By Staff reporters   December 8, 2017 | 06:39 pm PT
Saigon plans to double traffic fines to combat congestion and accidents
A traffic jam in Ho Chi Minh City. Photo by VnExpress/Trung Son
The head of the city's transport department says the increased fines are not aimed at boosting the city's budget.

Ho Chi Minh City is deliberating a plan to double fines for traffic violations in an effort to sort out its streets and reduce gridlock and accidents.

According to the proposal, floated by the city’s transport department, drivers who park illegally or drive in the wrong lane, and contractors that do not clear barriers and signs from construction sites once work is completed, will all receive higher fines.

The plan, which was put forward at a meeting of the municipal legislative People’s Council on Monday, is to discourage drivers from violating the rules and has nothing to do with the city’s budget, Bui Xuan Cuong, the department’s director, told Tuoi Tre (Youth) newspaper on Friday.

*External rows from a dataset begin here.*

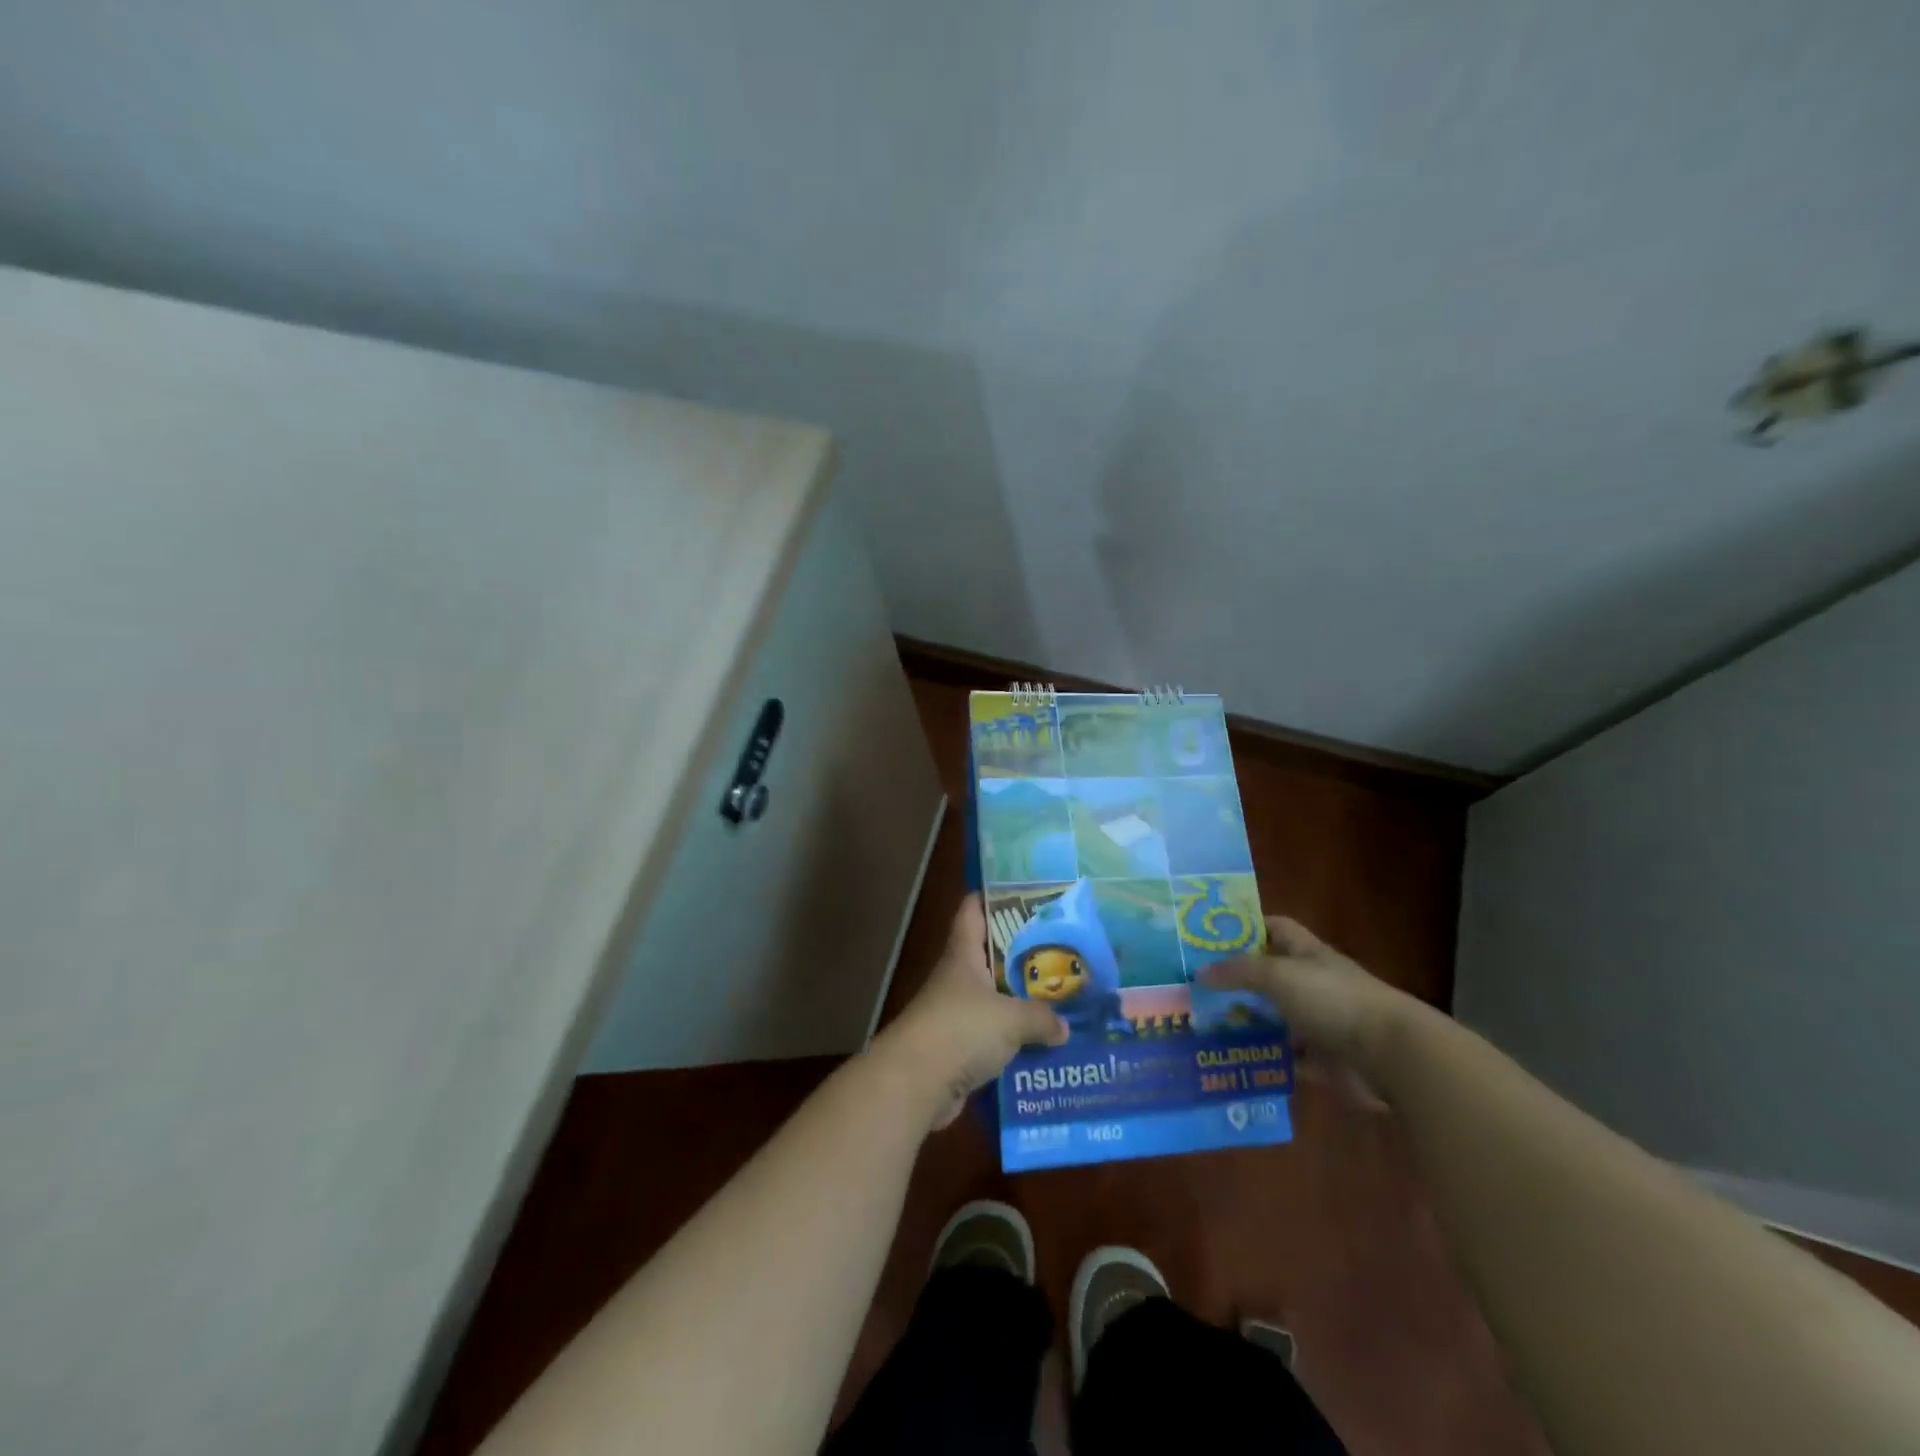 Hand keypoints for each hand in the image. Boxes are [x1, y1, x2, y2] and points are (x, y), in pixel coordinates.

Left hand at [873, 894, 1068, 1130]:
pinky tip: (1043, 1045)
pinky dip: (1014, 1040)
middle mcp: (957, 979)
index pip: (973, 911)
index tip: (1025, 894)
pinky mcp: (957, 1048)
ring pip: (994, 999)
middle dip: (1022, 955)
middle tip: (1060, 951)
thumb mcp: (1011, 1018)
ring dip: (1020, 1002)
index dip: (993, 897)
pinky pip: (992, 1037)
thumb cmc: (961, 1030)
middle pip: (990, 956)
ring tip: (1061, 1000)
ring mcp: (955, 1014)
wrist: (915, 1083)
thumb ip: (1041, 1018)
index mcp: (964, 955)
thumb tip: (1064, 1027)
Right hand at [1198, 916, 1415, 1085]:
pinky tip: (1232, 1059)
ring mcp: (1319, 1022)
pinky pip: (1286, 1056)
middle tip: (1194, 985)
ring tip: (1203, 1025)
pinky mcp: (1324, 1059)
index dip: (1247, 926)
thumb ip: (1238, 972)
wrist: (1390, 1055)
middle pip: (1269, 975)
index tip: (1211, 935)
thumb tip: (1199, 973)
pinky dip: (1264, 1058)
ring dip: (1246, 1022)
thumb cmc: (1333, 1000)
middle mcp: (1313, 983)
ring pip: (1274, 1018)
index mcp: (1307, 954)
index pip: (1275, 928)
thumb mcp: (1278, 975)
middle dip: (1236, 980)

3,960 traffic accidents were reported in the city last year, and 805 people were killed, up 5.54 and 14.6 percent, respectively, against 2015.

Part of the revenue from the increased fines will be used to train traffic officers, while the rest will be allocated to the city’s police and the National Traffic Safety Committee, he said.

The proposal will be open for public opinion.

Councilor Le Nguyen Minh Quang, head of the HCMC Urban Railway Management Authority, agreed with the proposal, saying that the current fines are too low.

“Traffic chaos worsens during rush hour as drivers ride onto the sidewalk and drive into oncoming traffic,” he said.

The city's mayor, Nguyen Thanh Phong, said in August that up to 7.6 million motorbikes and 700,000 cars were being used in the city.

Traffic congestion has plagued HCMC for a long time, so the city has been trying to find different ways to deal with the problem.

Aside from building overpasses, its latest effort is a plan to impose a congestion charge in the center during rush hour to restrict the number of four-wheel vehicles.

When the plan was rolled out in September, it said the charge could come into force at the same time the city's first metro line is launched in 2020.

In July, the city came up with a roadmap to limit private vehiclesBut Cuong, the transport director, said that the city would not ban motorbikes before 2030.